— WORK TO COMPLETE —
Set the data below down again, exactly, with every picture left out.

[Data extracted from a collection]

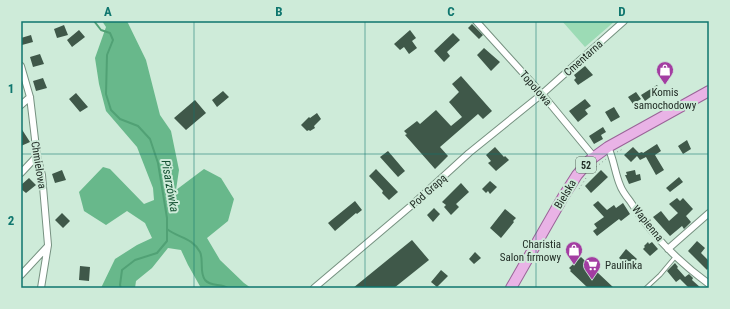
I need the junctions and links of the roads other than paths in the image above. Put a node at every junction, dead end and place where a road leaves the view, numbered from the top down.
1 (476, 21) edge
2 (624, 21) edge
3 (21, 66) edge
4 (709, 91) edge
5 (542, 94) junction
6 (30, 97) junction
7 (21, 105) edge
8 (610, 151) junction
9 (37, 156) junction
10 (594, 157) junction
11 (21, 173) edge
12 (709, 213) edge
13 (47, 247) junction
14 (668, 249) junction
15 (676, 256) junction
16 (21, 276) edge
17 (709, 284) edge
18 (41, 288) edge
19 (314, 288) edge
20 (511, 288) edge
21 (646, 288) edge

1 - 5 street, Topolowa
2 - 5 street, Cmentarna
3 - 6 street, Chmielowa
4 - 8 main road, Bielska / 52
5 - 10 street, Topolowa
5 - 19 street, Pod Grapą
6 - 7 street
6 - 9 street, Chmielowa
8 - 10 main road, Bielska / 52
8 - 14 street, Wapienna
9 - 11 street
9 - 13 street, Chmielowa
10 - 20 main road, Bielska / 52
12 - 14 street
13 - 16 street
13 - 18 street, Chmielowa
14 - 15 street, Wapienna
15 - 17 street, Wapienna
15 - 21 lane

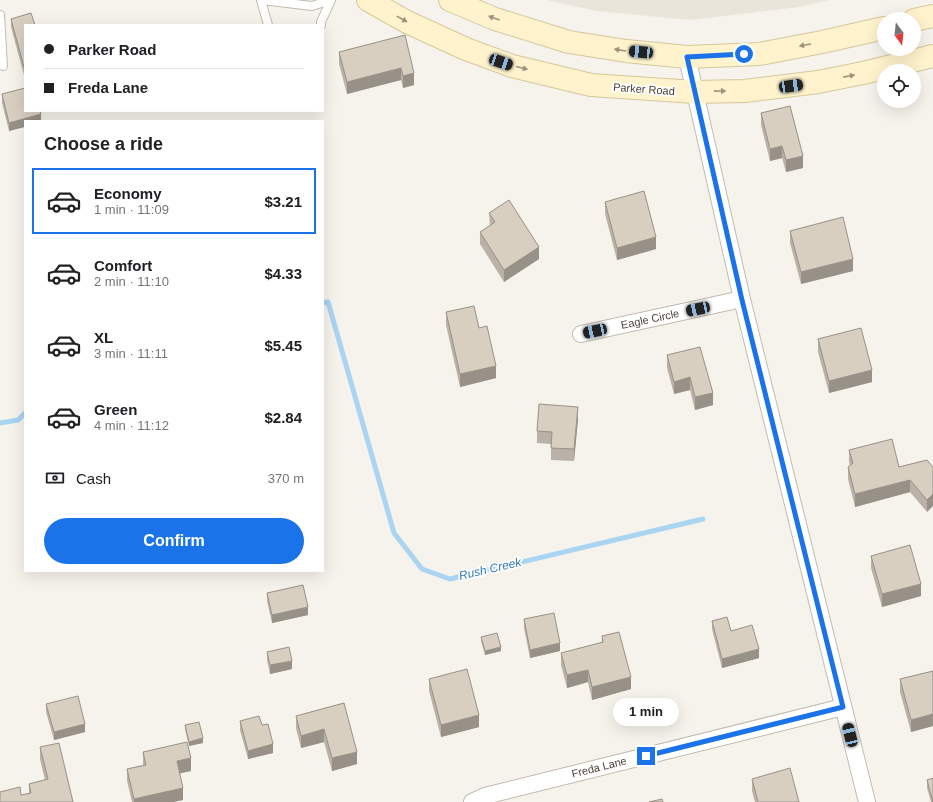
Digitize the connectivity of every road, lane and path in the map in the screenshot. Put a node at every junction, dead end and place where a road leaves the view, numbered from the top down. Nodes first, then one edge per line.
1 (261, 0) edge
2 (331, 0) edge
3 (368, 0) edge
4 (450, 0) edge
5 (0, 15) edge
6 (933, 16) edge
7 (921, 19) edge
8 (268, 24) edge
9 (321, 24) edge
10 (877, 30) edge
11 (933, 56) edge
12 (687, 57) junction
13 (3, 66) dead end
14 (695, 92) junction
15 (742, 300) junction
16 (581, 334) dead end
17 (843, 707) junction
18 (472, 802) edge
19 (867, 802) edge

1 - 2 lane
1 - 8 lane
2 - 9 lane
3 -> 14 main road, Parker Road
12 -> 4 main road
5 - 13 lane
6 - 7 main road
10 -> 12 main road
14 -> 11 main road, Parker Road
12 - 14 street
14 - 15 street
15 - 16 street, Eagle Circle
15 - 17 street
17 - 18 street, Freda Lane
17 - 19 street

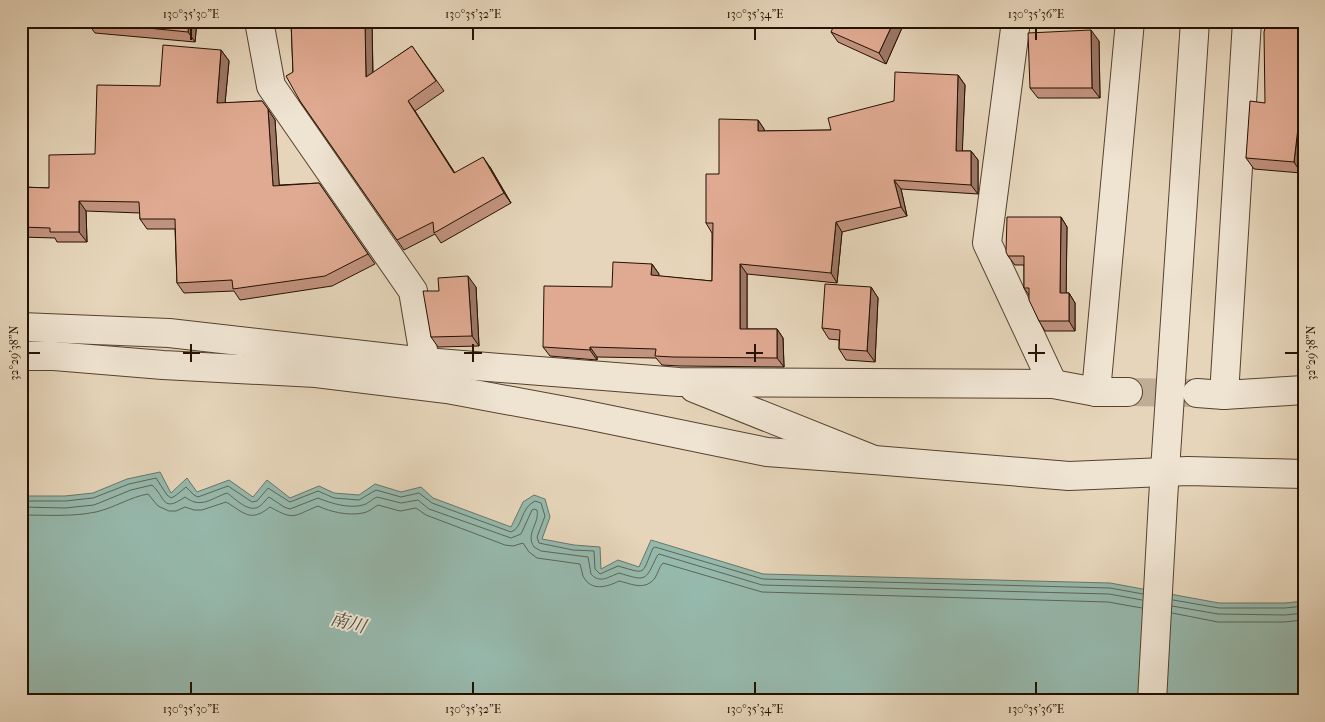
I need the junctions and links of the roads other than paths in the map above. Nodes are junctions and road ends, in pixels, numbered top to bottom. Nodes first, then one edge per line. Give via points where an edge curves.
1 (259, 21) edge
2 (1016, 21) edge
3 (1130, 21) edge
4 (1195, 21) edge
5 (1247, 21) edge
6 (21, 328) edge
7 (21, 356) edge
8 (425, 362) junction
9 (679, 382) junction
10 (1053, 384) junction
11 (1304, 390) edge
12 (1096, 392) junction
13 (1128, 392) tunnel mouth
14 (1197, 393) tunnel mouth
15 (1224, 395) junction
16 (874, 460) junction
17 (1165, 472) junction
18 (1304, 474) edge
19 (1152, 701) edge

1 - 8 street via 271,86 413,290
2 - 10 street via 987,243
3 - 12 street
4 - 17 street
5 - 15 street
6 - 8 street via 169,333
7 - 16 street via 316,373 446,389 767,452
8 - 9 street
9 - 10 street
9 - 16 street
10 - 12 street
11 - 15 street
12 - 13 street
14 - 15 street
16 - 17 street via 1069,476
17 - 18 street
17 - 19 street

— REPLY TO THE TASK —
I need the junctions and links of the roads other than paths in the image above. Put a node at every junction, dead end and place where a road leaves the view, numbered from the top down.
1 (476, 21) edge
2 (624, 21) edge
3 (21, 66) edge
4 (709, 91) edge
5 (542, 94) junction
6 (30, 97) junction
7 (21, 105) edge
8 (610, 151) junction
9 (37, 156) junction
10 (594, 157) junction
11 (21, 173) edge
12 (709, 213) edge
13 (47, 247) junction
14 (668, 249) junction
15 (676, 256) junction
16 (21, 276) edge
17 (709, 284) edge
18 (41, 288) edge
19 (314, 288) edge
20 (511, 288) edge
21 (646, 288) edge

1 - 5 street, Topolowa
2 - 5 street, Cmentarna
3 - 6 street, Chmielowa
4 - 8 main road, Bielska / 52
5 - 10 street, Topolowa
5 - 19 street, Pod Grapą
6 - 7 street
6 - 9 street, Chmielowa
8 - 10 main road, Bielska / 52
8 - 14 street, Wapienna
9 - 11 street
9 - 13 street, Chmielowa
10 - 20 main road, Bielska / 52
12 - 14 street
13 - 16 street
13 - 18 street, Chmielowa
14 - 15 street, Wapienna
15 - 17 street, Wapienna
15 - 21 lane

Digitize the connectivity of every road, lane and path in the map in the screenshot. Put a node at every junction, dead end and place where a road leaves the view, numbered from the top down. Nodes first, then one edge per line.
1 (261, 0) edge
2 (331, 0) edge
3 (368, 0) edge
4 (450, 0) edge
5 (0, 15) edge
6 (933, 16) edge
7 (921, 19) edge
8 (268, 24) edge
9 (321, 24) edge
10 (877, 30) edge
11 (933, 56) edge
12 (687, 57) junction
13 (3, 66) dead end
14 (695, 92) junction
15 (742, 300) junction
16 (581, 334) dead end
17 (843, 707) junction
18 (472, 802) edge
19 (867, 802) edge

1 - 2 lane
1 - 8 lane
2 - 9 lane
3 -> 14 main road, Parker Road
12 -> 4 main road
5 - 13 lane
6 - 7 main road
10 -> 12 main road
14 -> 11 main road, Parker Road
12 - 14 street
14 - 15 street
15 - 16 street, Eagle Circle
15 - 17 street
17 - 18 street, Freda Lane
17 - 19 street

I need the junctions and links of the roads other than paths in the map above. Nodes are junctions and road ends, in pixels, numbered top to bottom. Nodes first, then one edge per line. Give via points where an edge curves.
1 (259, 21) edge
2 (1016, 21) edge
3 (1130, 21) edge
4 (1195, 21) edge
5 (1247, 21) edge
6 (21, 328) edge
7 (21, 356) edge
8 (425, 362) junction
9 (679, 382) junction
10 (1053, 384) junction
11 (1304, 390) edge
12 (1096, 392) junction
13 (1128, 392) tunnel mouth
14 (1197, 393) tunnel mouth
15 (1224, 395) junction
16 (874, 460) junction
17 (1165, 472) junction
18 (1304, 474) edge
19 (1152, 701) edge

1 - 8 street via 271,86 413,290
2 - 10 street via 987,243
3 - 12 street
4 - 17 street
5 - 15 street
6 - 8 street via 169,333
7 - 16 street via 316,373 446,389 767,452
8 - 9 street
9 - 10 street
9 - 16 street
10 - 12 street
11 - 15 street
12 - 13 street
14 - 15 street
16 - 17 street via 1069,476
17 - 18 street
17 - 19 street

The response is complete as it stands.